Many look forward to this time of year and regard the cold weather as a call to snow-capped mountains and double black diamond ski trails, while others simply wonder year on year what it would be like to “hit the slopes”. For seasoned skiers and newbies alike, one thing is for sure, a road trip is extremely fun and one of the most immersive and exciting ways to experience a skiing holiday.
Those eager to try skiing may initially think to fly, but we’ve put together some reasons as to why driving to the slopes is the better option.
Skis strapped up to a roof rack, ready to hit the slopes.
Cost is an important factor to consider when planning any holiday, and the affordability of travelling with the Eurotunnel certainly is a benefit.

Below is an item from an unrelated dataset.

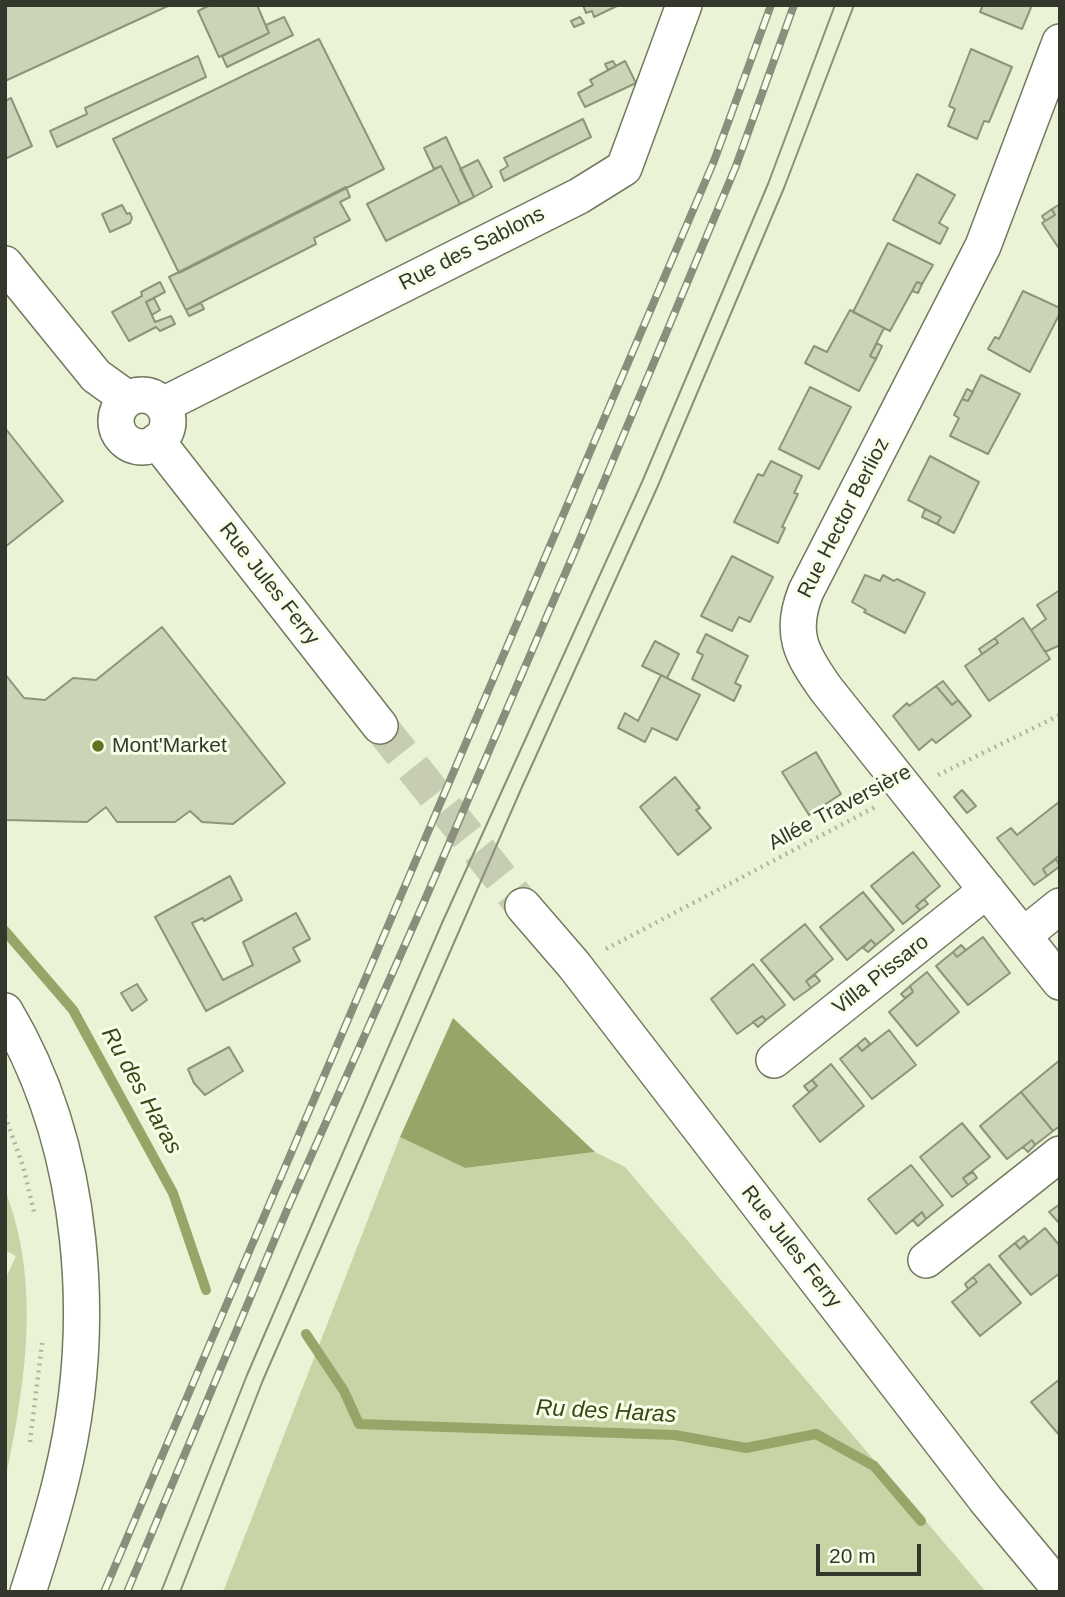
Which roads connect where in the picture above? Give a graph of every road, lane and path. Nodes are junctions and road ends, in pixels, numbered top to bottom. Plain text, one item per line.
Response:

Usually, a first-time skier will take a trip that lasts up to a week, which provides plenty of time to experience and enjoy the sport. With this in mind, first-timers will need to consider which Eurotunnel ticket would suit them best.
For those looking to enjoy a good few days out on the snow, our Short Stay Saver ticket is perfect. It starts at just £85 and allows passengers to return within two to five days. Or, for those keen to jump right into the skiing lifestyle and stay for a whole ski season, our Single or Long Stay tickets start at £106.
The prices are per vehicle, meaning that with a car full of happy holiday makers, a significant saving is made per person when compared to flying. Take a look at our tickets and fares page to see the full range of options.
When heading to the Alps on the major motorways in France, drivers will face a few toll booths or “péages” along the way. Tolls can be paid with either card or cash and are usually situated around cities. Some drivers do plan slower routes to avoid tolls, but face considerably longer journeys caused by detours along D-roads and winding through small towns.
Visit our toll tag page to see how our partnership with Emovis Tag, the French motorway operator, offers quicker, easier and cheaper travel via automatic toll payment.
First-time skiers may need a hand when getting clipped in.
Most UK insurance policies cover drivers on European roads, while some require an extra premium to extend comprehensive cover, which is usually a minimal fee. Anyone planning to get behind the wheel should check with their providers before setting off.
When it comes to breakdown cover, thankfully, a lot of UK policies also include cover when driving in Europe. For those whose policies don’t, it’s a good idea to arrange temporary cover, especially when heading out during winter in search of snow. Our tailored insurance policy is perfect for UK drivers using French roads and was created in partnership with The AA and Allianz Global Assistance.
Here are a few French road laws that first-time British drivers may not be aware of:
- Dipped-beam headlights must be used in poor visibility and in tunnels.
- The drink-drive limit allows only 0.05% alcohol in the bloodstream (0.08% is the legal limit in England and Wales).
- It is prohibited to use any device that attaches to the ear while driving a car, e.g. Bluetooth headsets/earphones.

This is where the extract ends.